The $400 Mistake That Nearly Sank Our Project

The Shortcut

It all started with one decision. A tool we needed cost about $400–$500. We had bought so many similar tools in the past… Expensive, sure, but someone suggested a workaround. Why buy another tool when an adapter could do the same job for less? So instead of ordering the proper tool, I was frugal. And that’s when the problems began. The adapter came in, and it worked…kind of. It would take a specialist or talented individual to work the assembly with this modified adapter piece, something I assumed would be easy to do rabbit holed into problems after problems.

The Adapter “Solution”

We tested the adapter with the tools we already had. Only one matched the wire gauge, and it seemed to work. The crimps looked good on the outside. But hidden inside each one were tiny flaws we couldn’t see. Flaws that didn’t matter… yet, but would soon cause a lot of pain. Confident it was fine, we built out all the parts, even handing off the work to my trusted coworker. Everything appeared perfect. Until it wasn’t.

The Hidden Failure

When our director of the program began using the parts, he spotted failures almost immediately. And here’s the terrifying part: these failures showed up on the ground. If they had happened in the air, where this prototype was meant to fly, the results could have been catastrophic. His investigation traced the issue back to us. The adapter tool wasn’t creating proper terminations. Connectors weren’t seating correctly. The entire assembly was compromised. By then, we had already built about 16 batteries with bad crimps using the frugal adapter tool solution. Every one of them had to be redone.
The Cost? Hours of wasted labor. Debugging time from the director and other engineers. Multiple people pulled away from their own work, only to discover the problem came down to one decision: not buying the tool. Had the prototype failed mid-flight? We would have lost the entire drone, weeks of work gone, only to spend more resources build it all over again.

The Ripple Effect

The fallout went beyond just rework. It slowed the project, wasted valuable time, and created unnecessary stress for everyone involved. All because I tried to save $400.

The Event

Then came the real test. After months of nonstop effort, long days, sleepless nights, people sacrificing time with their loved ones, it was time for the live demo. Thousands of people were watching online. Hundreds were in the audience. Press, industry leaders, the whole community. The drone launched. And then… it vanished into the foggy sky. The demo halted due to a technical difficulty. It was the longest pause of my life. My stomach dropped. I didn’t know if it was due to a failure on my end, or something completely different. Seconds dragged into minutes. The silence in the room was deafening. Finally, the drone returned to complete its mission. The demo ended successfully, and the crowd erupted into the loudest applause muffling my speakers. I can’t describe the relief I felt in that moment. But the lesson still burned in my mind.

Lessons Learned

This experience taught me three things:

  • Trust your expertise. I’m the best at what I do, next to no one, I wont be humble about that. I know connectors, harnesses, and assemblies. I should have had the confidence

    to stand by my judgment and insist on the proper tool for the job.
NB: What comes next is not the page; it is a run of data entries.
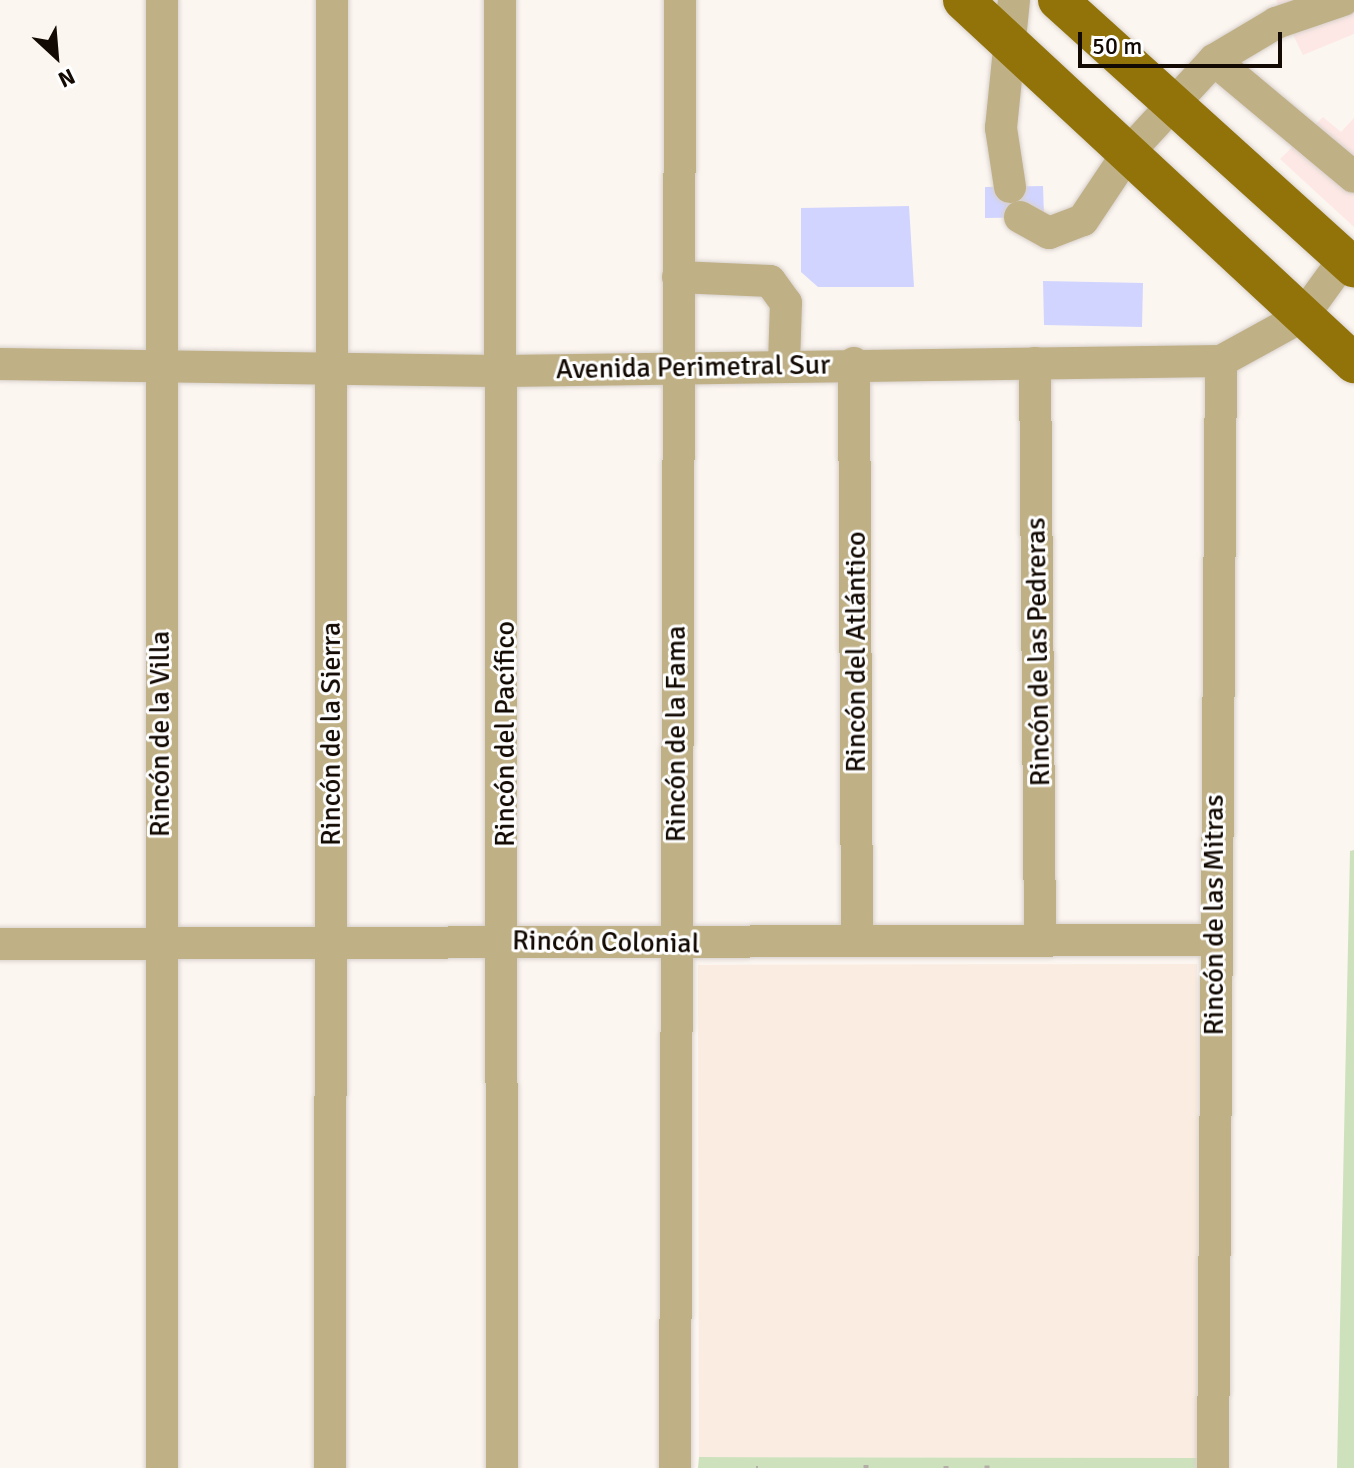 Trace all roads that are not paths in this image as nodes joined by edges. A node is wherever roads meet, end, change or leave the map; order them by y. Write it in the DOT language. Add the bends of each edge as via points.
graph roads {
  1 [pos="162,0"];
  2 [pos="332,0"];
  3 [pos="500,0"];
  4 [pos="680,0"];
  5 [pos="963,0"];
  6 [pos="1014,0"];
  7 [pos="1058,0"];
  8 [pos="1343,0"];
  9 [pos="1009,43"];
  10 [pos="1214,60"];
  11 [pos="1168,104"];
  12 [pos="1127,154"];
  13 [pos="1354,177"];
  14 [pos="1010,187"];
  15 [pos="1020,217"];
  16 [pos="1349,262"];
  17 [pos="678,277"];
  18 [pos="1303,316"];
  19 [pos="1221,361"];
  20 [pos="854,363"];
  21 [pos="1035,363"];
  22 [pos="1354,363"];
  23 [pos="0,364"];
  24 [pos="784,364"];
  25 [pos="158,365"];
  26 [pos="329,369"];
  27 [pos="677,370"];
  28 [pos="504,371"];
  29 [pos="1213,940"];
  30 [pos="161,941"];
  31 [pos="332,941"];
  32 [pos="505,941"];
  33 [pos="857,941"];
  34 [pos="1040,941"];
  35 [pos="0,944"];
  36 [pos="675,945"];
  37 [pos="162,1468"];
  38 [pos="330,1468"];
  39 [pos="502,1468"];
  40 [pos="675,1468"];
  41 [pos="1213,1468"];
  1 -- 25 [label="street, Rincón de la Villa"];
  2 -- 26 [label="street, Rincón de la Sierra"];
  3 -- 28 [label="street, Rincón del Pacífico"];
  4 -- 17 [label="street, Rincón de la Fama"];
  5 -- 9 [label="main road"];
  6 -- 9 [label="street"];
  7 -- 11 [label="main road"];
  8 -- 10 [label="street" via="1276,23"];
  9 -- 12 [label="main road"];
  9 -- 14 [label="street" via="1001,128"];
  10 -- 11 [label="street"];
  10 -- 13 [label="street"];
  11 -- 12 [label="street"];
  11 -- 16 [label="main road"];
  12 -- 15 [label="street" via="1083,220 1049,233"];
  12 -- 18 [label="main road"];
  16 -- 18 [label="street, Avenida Perimetral Sur"];
  17 -- 24 [label="street" via="770,281 786,303"];
  17 -- 27 [label="street, Rincón de la Fama"];
  18 -- 19 [label="street, Avenida Perimetral Sur"];
  18 -- 22 [label="main road"];
  19 -- 21 [label="street, Avenida Perimetral Sur"];
  19 -- 29 [label="street, Rincón de las Mitras"];
  20 -- 21 [label="street, Avenida Perimetral Sur"];
  20 -- 24 [label="street, Avenida Perimetral Sur"];
  20 -- 33 [label="street, Rincón del Atlántico"];
  21 -- 34 [label="street, Rincón de las Pedreras"];
  23 -- 25 [label="street, Avenida Perimetral Sur"];
  24 -- 27 [label="street, Avenida Perimetral Sur"];
  25 -- 26 [label="street, Avenida Perimetral Sur"];
  25 -- 30 [label="street, Rincón de la Villa"];
  26 -- 28 [label="street, Avenida Perimetral Sur"];
  26 -- 31 [label="street, Rincón de la Sierra"];
  27 -- 28 [label="street, Avenida Perimetral Sur"];
  27 -- 36 [label="street, Rincón de la Fama"];
  28 -- 32 [label="street, Rincón del Pacífico"];
  29 -- 34 [label="street, Rincón Colonial"];
  29 -- 41 [label="street, Rincón de las Mitras"];
  30 -- 31 [label="street, Rincón Colonial"];
  30 -- 35 [label="street, Rincón Colonial"];
  30 -- 37 [label="street, Rincón de la Villa"];
  31 -- 32 [label="street, Rincón Colonial"];
  31 -- 38 [label="street, Rincón de la Sierra"];
  32 -- 36 [label="street, Rincón Colonial"];
  32 -- 39 [label="street, Rincón del Pacífico"];
  33 -- 34 [label="street, Rincón Colonial"];
  33 -- 36 [label="street, Rincón Colonial"];
  36 -- 40 [label="street, Rincón de la Fama"];
} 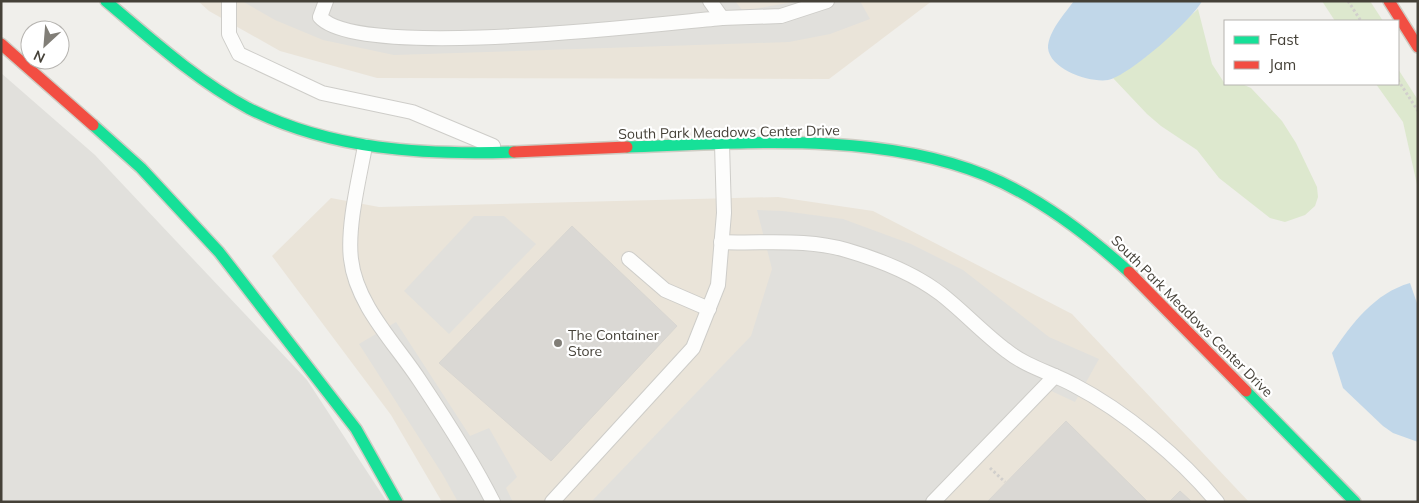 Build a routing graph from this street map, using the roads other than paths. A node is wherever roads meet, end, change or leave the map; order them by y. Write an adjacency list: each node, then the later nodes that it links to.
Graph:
1 (106, 1): 11 (main road, South Park Meadows Center Drive)
2 (229, 1): 12 (lane)
3 (326, 1): 7 (lane)
4 (710, 1): 7 (lane)
5 (827, 1): 7 (lane)
6 (1389, 1): 9 (main road)
7 (722, 18)
8 (1, 44): 17 (main road)
9 (1418, 47)
10 (722, 144): 12 (main road, South Park Meadows Center Drive); 13 (lane); 22 (main road, South Park Meadows Center Drive)
11 (364, 146): 12 (main road, South Park Meadows Center Drive); 18 (lane)
12 (507, 152)
13 (721, 242): 15 (lane); 16 (lane)
14 (629, 260): 15 (lane)
15 (708, 309): 19 (lane)
16 (1055, 376): 20 (lane); 21 (lane)
17 (397, 502)
18 (492, 502)
19 (552, 502)
20 (933, 502)
21 (1217, 502)
22 (1355, 502) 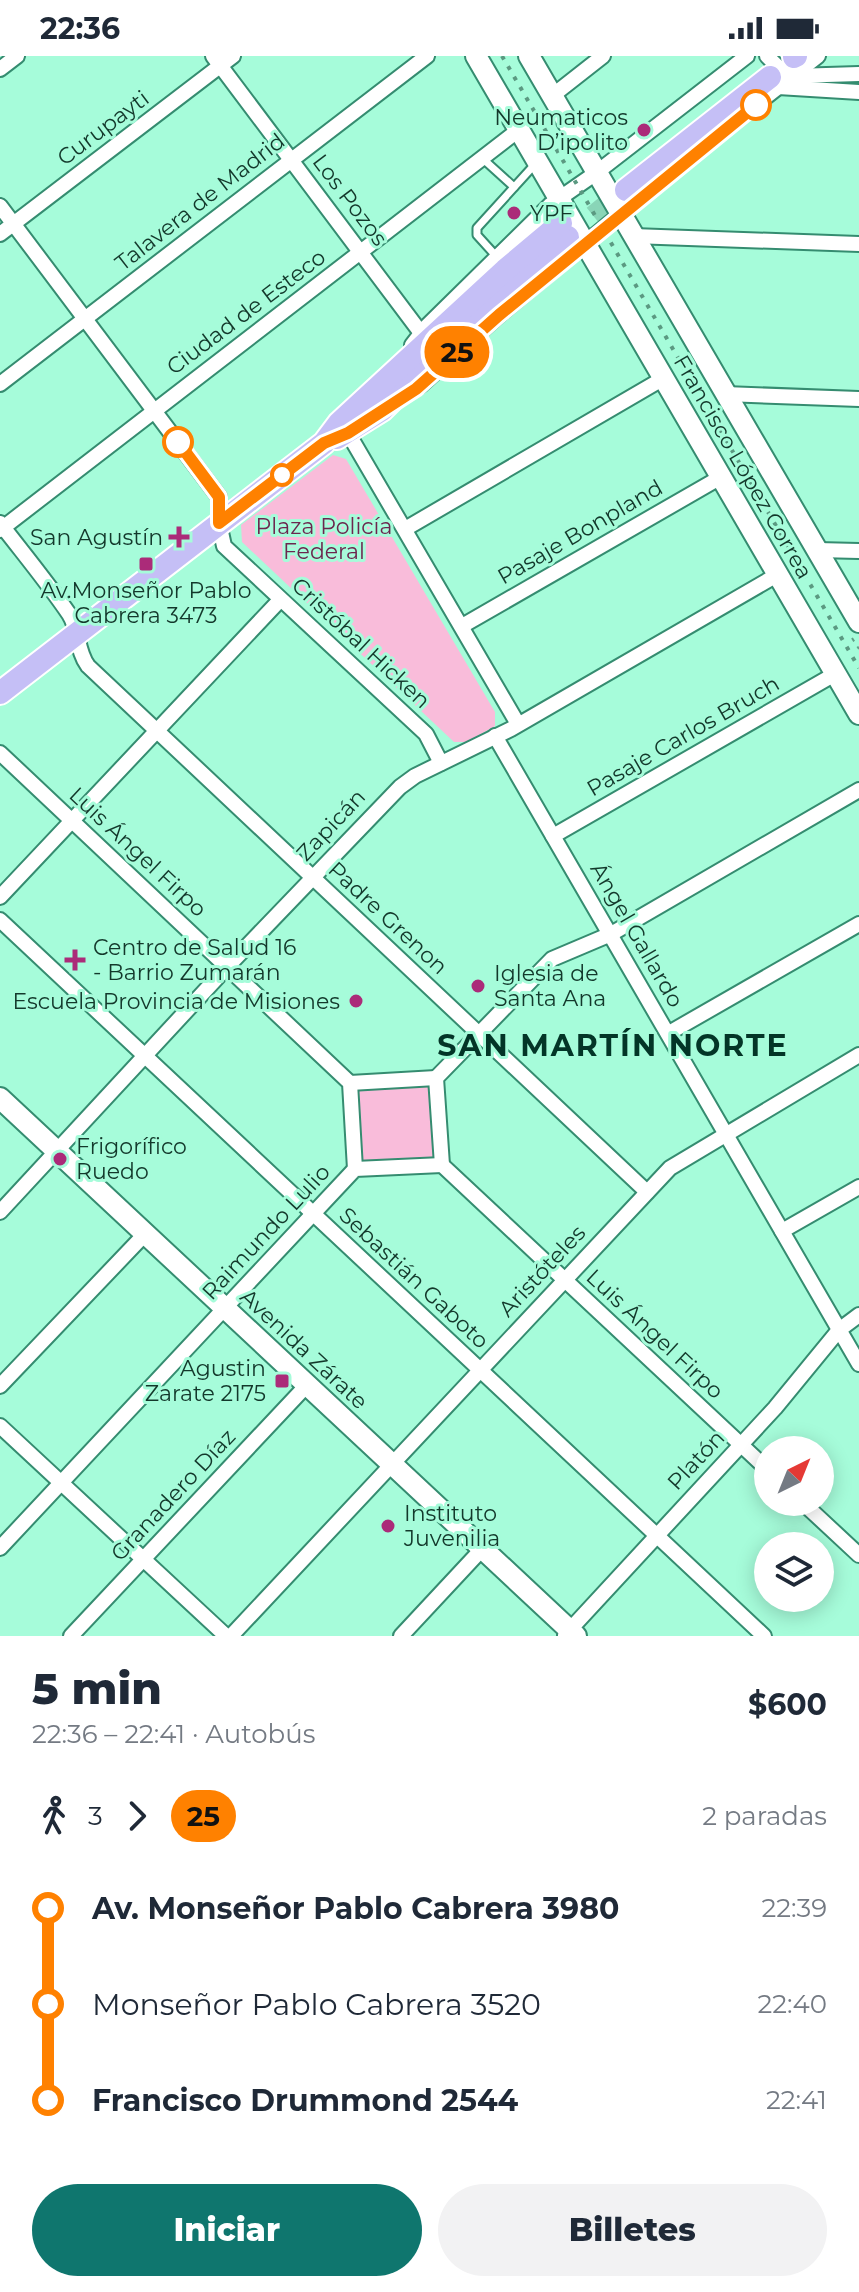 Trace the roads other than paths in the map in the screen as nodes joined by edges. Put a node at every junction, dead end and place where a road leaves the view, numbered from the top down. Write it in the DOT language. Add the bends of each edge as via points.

  • Double down on quality checks. Even with trusted teammates, a few extra checks can prevent small issues from becoming massive ones. It doesnt hurt to check again.

  • Don’t be penny wise. We’re a multi-billion-dollar company. Spending $400 upfront is nothing compared to the hours of labor, stress, and risk we faced.

The real cost of cutting corners wasn’t $400. It was time people had put in, trust of our customers, and the success of an entire program.